American actress (born 1972)

Anika Noni Rose (born September 6, 1972) is an American actress. She is best known for voicing Tiana in The Princess and the Frog (2009). She was named a Disney Legend in 2011.

Rose starred as Lorrell Robinson in the Academy Award-winning film Dreamgirls (2006). Her contribution to the film's soundtrack earned her a nomination for a Grammy Award. She is also known for her performances in theatre, particularly for starring as Emmie Thibodeaux in the Broadway production of Caroline, or Change (2004), for which she won the Tony Award for Best Featured Actress in a Musical, and Beneatha Younger in the Broadway revival of A Raisin in the Sun (2014), for which she was nominated for the Tony Award for Best Featured Actress in a Play.

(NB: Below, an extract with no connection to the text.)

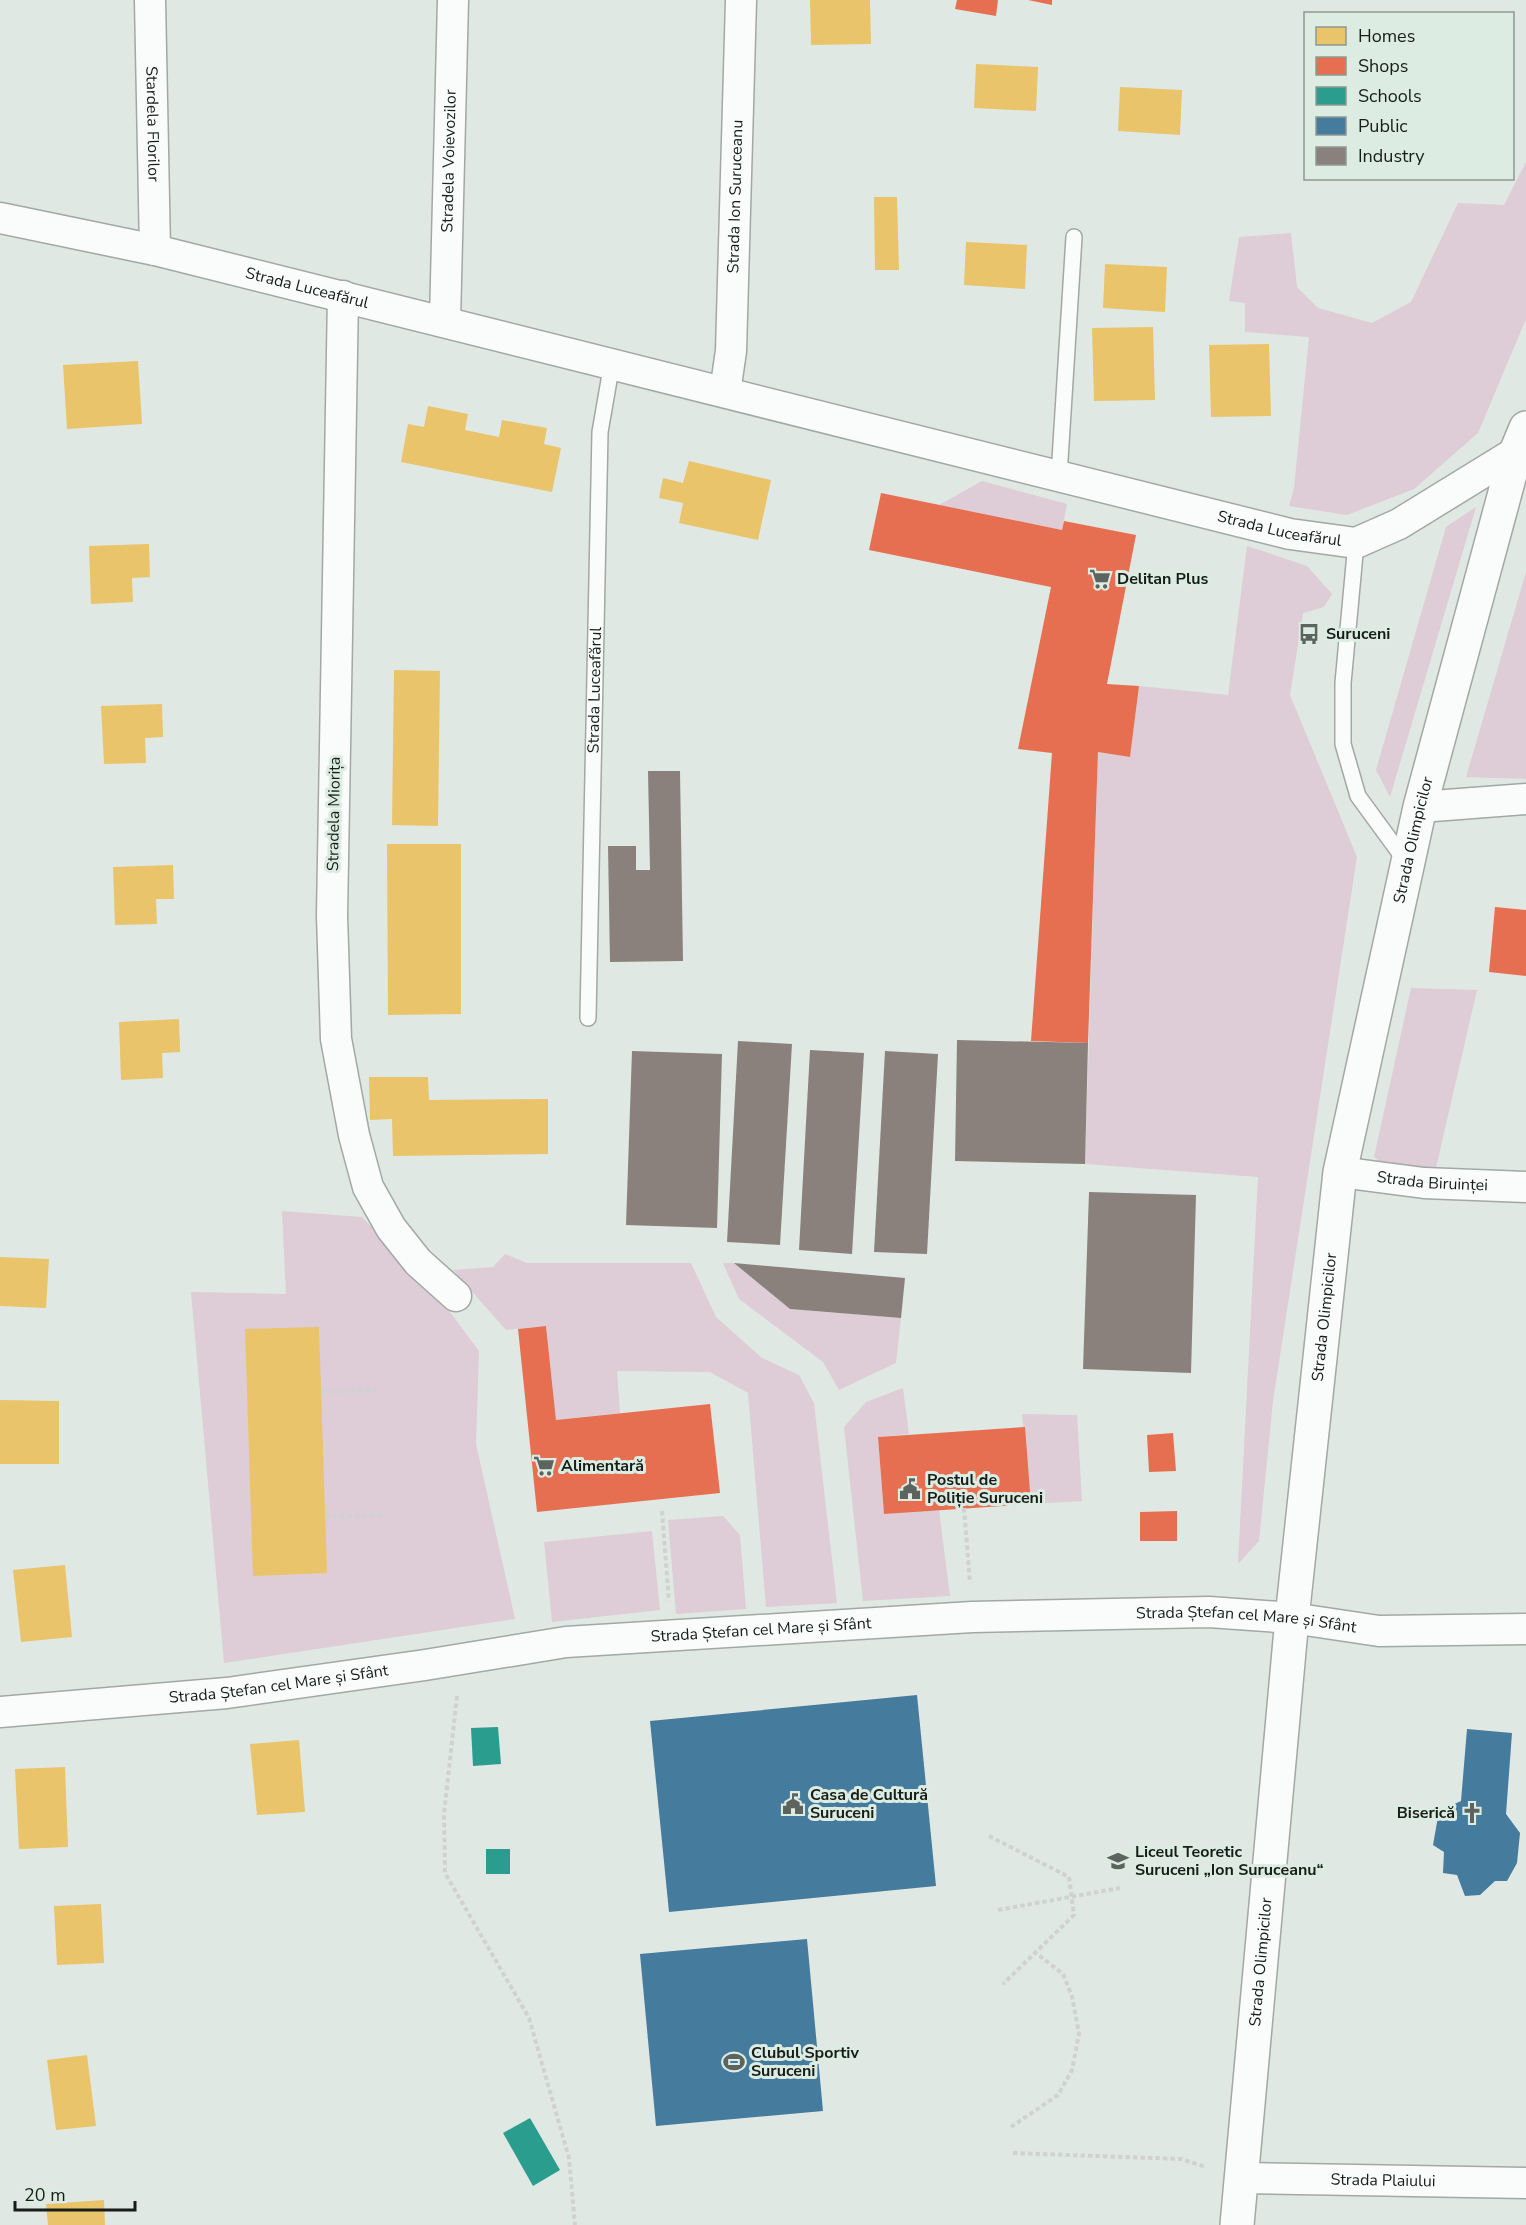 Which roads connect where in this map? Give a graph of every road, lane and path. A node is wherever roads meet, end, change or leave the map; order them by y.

== Early life and education ==
Rose was born in Bloomfield, Connecticut, to Claudia and John Rose, a corporate counsel. She attended Bloomfield High School, appearing in a school production during her freshman year. She earned a bachelor's degree in theatre from Florida A&M University, then studied drama at the American Conservatory Theater in San Francisco, California.

==Career==
===Early career===
Rose moved to New York without a job. After three months, she played the role of Rusty in Broadway's Footloose. She followed Footloose with numerous workshops and two musicals using pre-existing song catalogs, Eli's Comin Off-Broadway and Me and Mrs. Jones with Lou Rawls in Philadelphia. Both of the full-scale tuners (Note: "Tuner": theatre parlance introduced by Variety trade newspaper.) were rumored for transfers, but neither made it anywhere after their limited engagements ended. Rose's big Broadway break was getting cast as Emmie Thibodeaux in Caroline, or Change. In 2004, she was awarded the Theatre World Award, the Lucille Lortel Award for Outstanding Featured Actress, and the Tony Award for Best Featured Actress in a Musical for Caroline, or Change.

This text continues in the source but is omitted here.